Entering edit mode
3.5 years ago
aranyak111
•
0
I have 4 micro RNA fast Q files in question which have been trimmed using BBDuk for adaptor contamination. I have used human hairpin sequences from mirbase 22 to build the reference and human miRNA GTF file from the mirbase22 website. After the alignment, I have used feature counts from the Rusbread package to count the reads.
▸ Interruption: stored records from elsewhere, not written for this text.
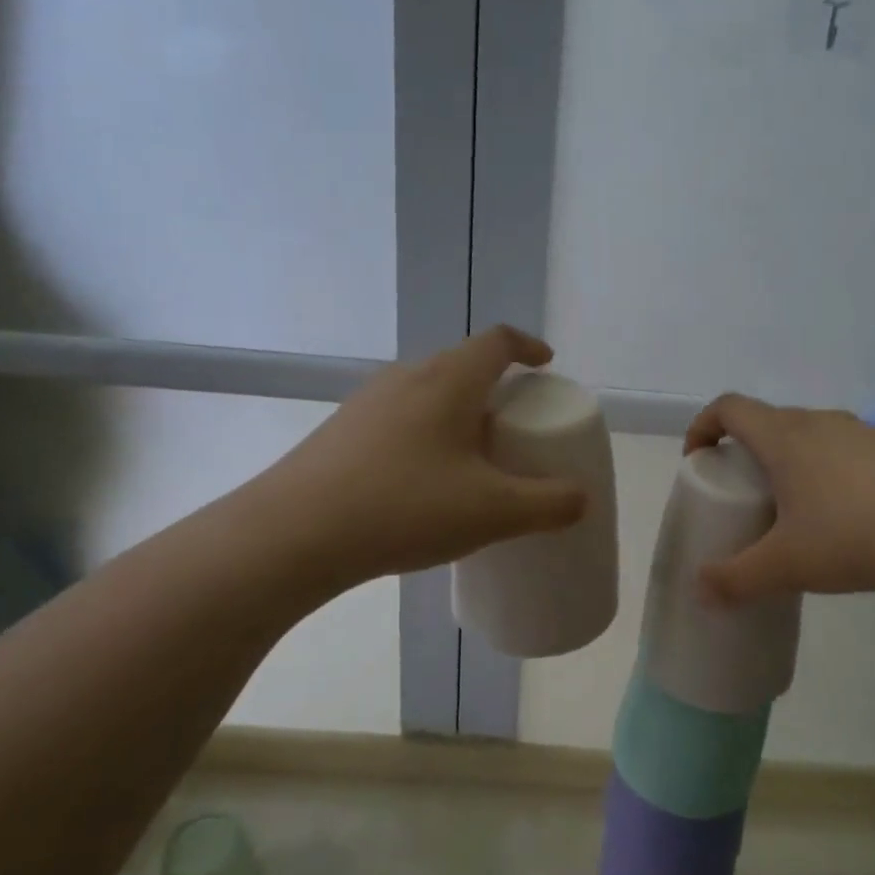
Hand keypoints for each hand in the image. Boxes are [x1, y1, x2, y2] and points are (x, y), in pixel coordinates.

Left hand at [271, 327, 587, 585]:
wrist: (293, 535)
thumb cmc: (405, 507)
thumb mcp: (493, 512)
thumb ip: (549, 504)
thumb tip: (580, 498)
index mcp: (448, 380)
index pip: (497, 340)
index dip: (528, 346)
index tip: (546, 365)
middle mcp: (406, 377)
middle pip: (462, 365)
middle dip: (495, 387)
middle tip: (514, 426)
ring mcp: (367, 403)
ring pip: (427, 393)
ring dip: (457, 413)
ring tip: (472, 458)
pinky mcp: (341, 432)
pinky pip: (399, 419)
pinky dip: (425, 435)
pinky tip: (423, 484)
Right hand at [684, 394, 874, 604]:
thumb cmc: (858, 533)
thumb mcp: (788, 565)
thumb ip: (736, 579)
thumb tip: (699, 591)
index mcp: (784, 437)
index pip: (728, 407)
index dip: (703, 426)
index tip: (697, 460)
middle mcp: (820, 423)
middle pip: (767, 422)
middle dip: (744, 453)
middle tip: (743, 497)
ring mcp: (863, 433)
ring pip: (809, 438)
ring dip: (789, 464)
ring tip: (793, 513)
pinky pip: (844, 453)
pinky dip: (827, 475)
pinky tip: (845, 521)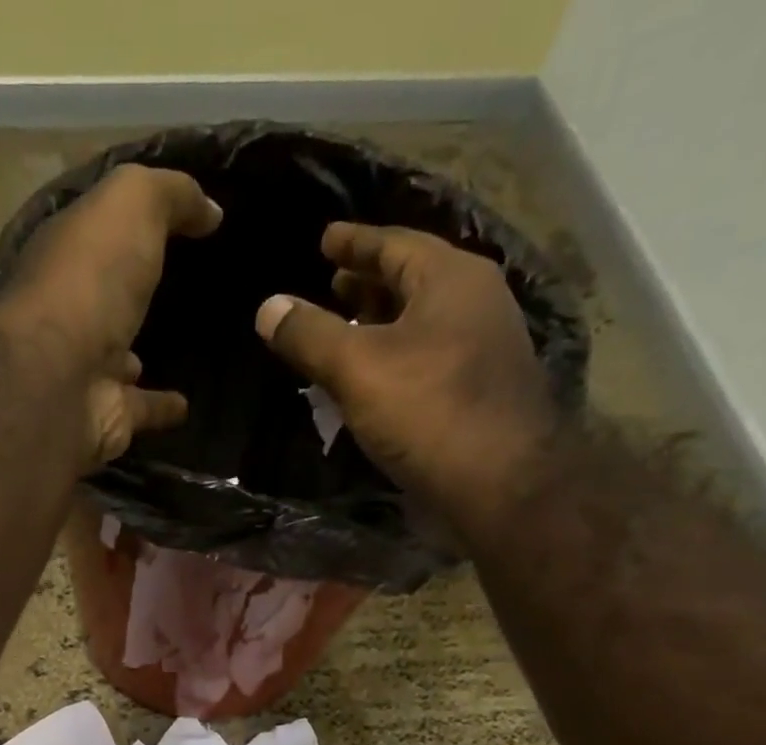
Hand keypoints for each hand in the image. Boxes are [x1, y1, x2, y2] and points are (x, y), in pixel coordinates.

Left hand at [0, 164, 222, 465]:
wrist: (60, 381)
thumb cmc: (89, 280)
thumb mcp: (131, 205)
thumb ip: (170, 195)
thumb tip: (211, 210)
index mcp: (66, 257)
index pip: (95, 233)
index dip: (125, 222)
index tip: (169, 218)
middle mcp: (69, 314)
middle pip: (103, 300)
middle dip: (127, 293)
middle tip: (172, 285)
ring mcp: (85, 370)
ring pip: (118, 359)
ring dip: (136, 355)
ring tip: (179, 347)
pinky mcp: (107, 416)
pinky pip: (141, 409)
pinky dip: (161, 408)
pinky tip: (186, 406)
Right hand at [255, 222, 556, 531]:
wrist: (497, 484)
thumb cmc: (428, 412)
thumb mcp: (357, 368)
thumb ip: (310, 335)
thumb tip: (268, 307)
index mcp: (451, 279)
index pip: (395, 243)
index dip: (355, 242)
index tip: (325, 239)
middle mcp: (475, 304)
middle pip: (413, 280)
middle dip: (370, 282)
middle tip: (332, 284)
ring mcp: (481, 350)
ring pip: (421, 322)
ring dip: (381, 323)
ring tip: (345, 330)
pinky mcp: (477, 393)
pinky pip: (426, 359)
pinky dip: (394, 358)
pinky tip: (370, 380)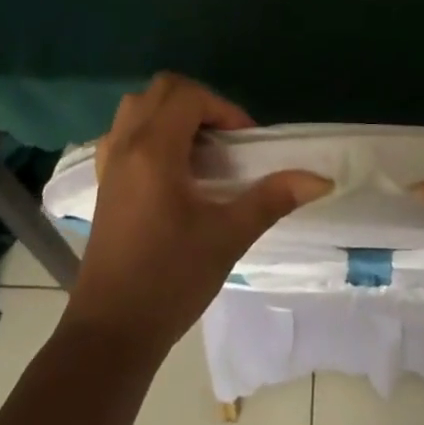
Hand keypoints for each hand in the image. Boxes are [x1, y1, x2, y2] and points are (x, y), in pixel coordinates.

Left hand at [62, 73, 330, 361]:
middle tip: (226, 139)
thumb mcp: (228, 237)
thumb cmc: (170, 280)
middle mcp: (126, 145)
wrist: (111, 334)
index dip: (224, 109)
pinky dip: (149, 130)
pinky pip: (124, 132)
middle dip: (199, 102)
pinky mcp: (103, 183)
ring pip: (138, 106)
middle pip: (162, 89)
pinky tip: (171, 167)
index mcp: (153, 150)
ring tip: (200, 149)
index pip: (189, 96)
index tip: (246, 142)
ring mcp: (109, 163)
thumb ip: (272, 198)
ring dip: (172, 112)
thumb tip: (320, 179)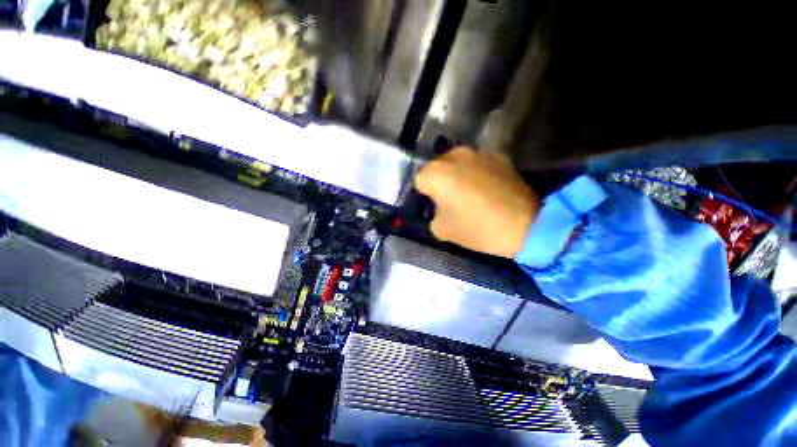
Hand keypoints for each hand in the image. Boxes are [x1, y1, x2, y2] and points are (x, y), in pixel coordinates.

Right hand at [414, 147, 539, 258]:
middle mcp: (454, 155)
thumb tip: (438, 206)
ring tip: (469, 193)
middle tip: (450, 199)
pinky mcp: (498, 156)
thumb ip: (432, 214)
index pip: (419, 180)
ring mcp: (478, 153)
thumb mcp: (441, 229)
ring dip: (457, 176)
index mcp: (436, 173)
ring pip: (456, 163)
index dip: (424, 194)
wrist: (525, 225)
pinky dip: (475, 173)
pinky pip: (477, 164)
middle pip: (437, 167)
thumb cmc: (476, 228)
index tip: (434, 205)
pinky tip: (487, 189)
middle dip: (439, 181)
The script I have used is
featureCounts -t miRNA -g Name -O -s 1 -M -a /gpfs/ycga/scratch60/nicoli/ag2646/Capmirseqtestdata/hsa.gff3 -o /gpfs/ycga/scratch60/nicoli/ag2646/Capmirseqtestdata//SRR326279_R1__feature_count.txt /gpfs/ycga/scratch60/nicoli/ag2646/Capmirseqtestdata/SRR326279_R1.sorted.bam
The feature count summary file looks like this
Assigned 0
Unassigned_Unmapped 151820
Unassigned_Read_Type 0
Unassigned_Singleton 0
Unassigned_MappingQuality 0
Unassigned_Chimera 0
Unassigned_FragmentLength 0
Unassigned_Duplicate 0
Unassigned_MultiMapping 0
Unassigned_Secondary 0
Unassigned_NonSplit 0
Unassigned_NoFeatures 164217
Unassigned_Overlapping_Length 0
Unassigned_Ambiguity 0.
The first few lines of the feature count file look like this
Geneid Chr Start End Strand Length /gpfs/ycga/scratch60/nicoli/ag2646/Capmirseqtestdata/SRR326279_R1.sorted.bam
hsa-miR-6859-5p chr1;chr1;chr15;chr16 17409;187931;101973529;17092 17431;187953;101973551;17114 -;-;+;- 92 0
hsa-miR-6859-3p chr1;chr1;chr15;chr16 17369;187891;101973569;17052 17391;187913;101973591;17074 -;-;+;- 92 0
hsa-miR-1302 chr1;chr12;chr15;chr19;chr2;chr2;chr20;chr7;chr8;chr9;chr9 30438;112695082;101960504;72045;113583004;207269328;50614689;18127234;141786255;30216;97363596 30458;112695102;101960524;72065;113583024;207269348;50614709;18127254;141786275;30236;97363616 +;-;-;+;-;-;-;-;-;+;- 231 0
hsa-miR-12136 chr1 632668 632685 - 18 0
hsa-miR-200b-5p chr1 1167124 1167145 + 22 0
hsa-miR-200b-3p chr1 1167160 1167181 + 22 0
hsa-miR-200a-5p chr1 1167878 1167899 + 22 0
Although I can see that the coordinate files are clearly mentioned, I still cannot get the counts of the alignment files. Any help will be useful.
I assume you added
"
to somehow show us parts of your command line? They should not be there in an actual command line. I suggest you edit the post and clean them out. Use101010
button to format code.Some options to try
Unassigned_NoFeatures: The fragment mapped to a region that is not annotated in the annotation file.
this post may help
Yes even with -s 0/1/2 the alignment mapped is 0.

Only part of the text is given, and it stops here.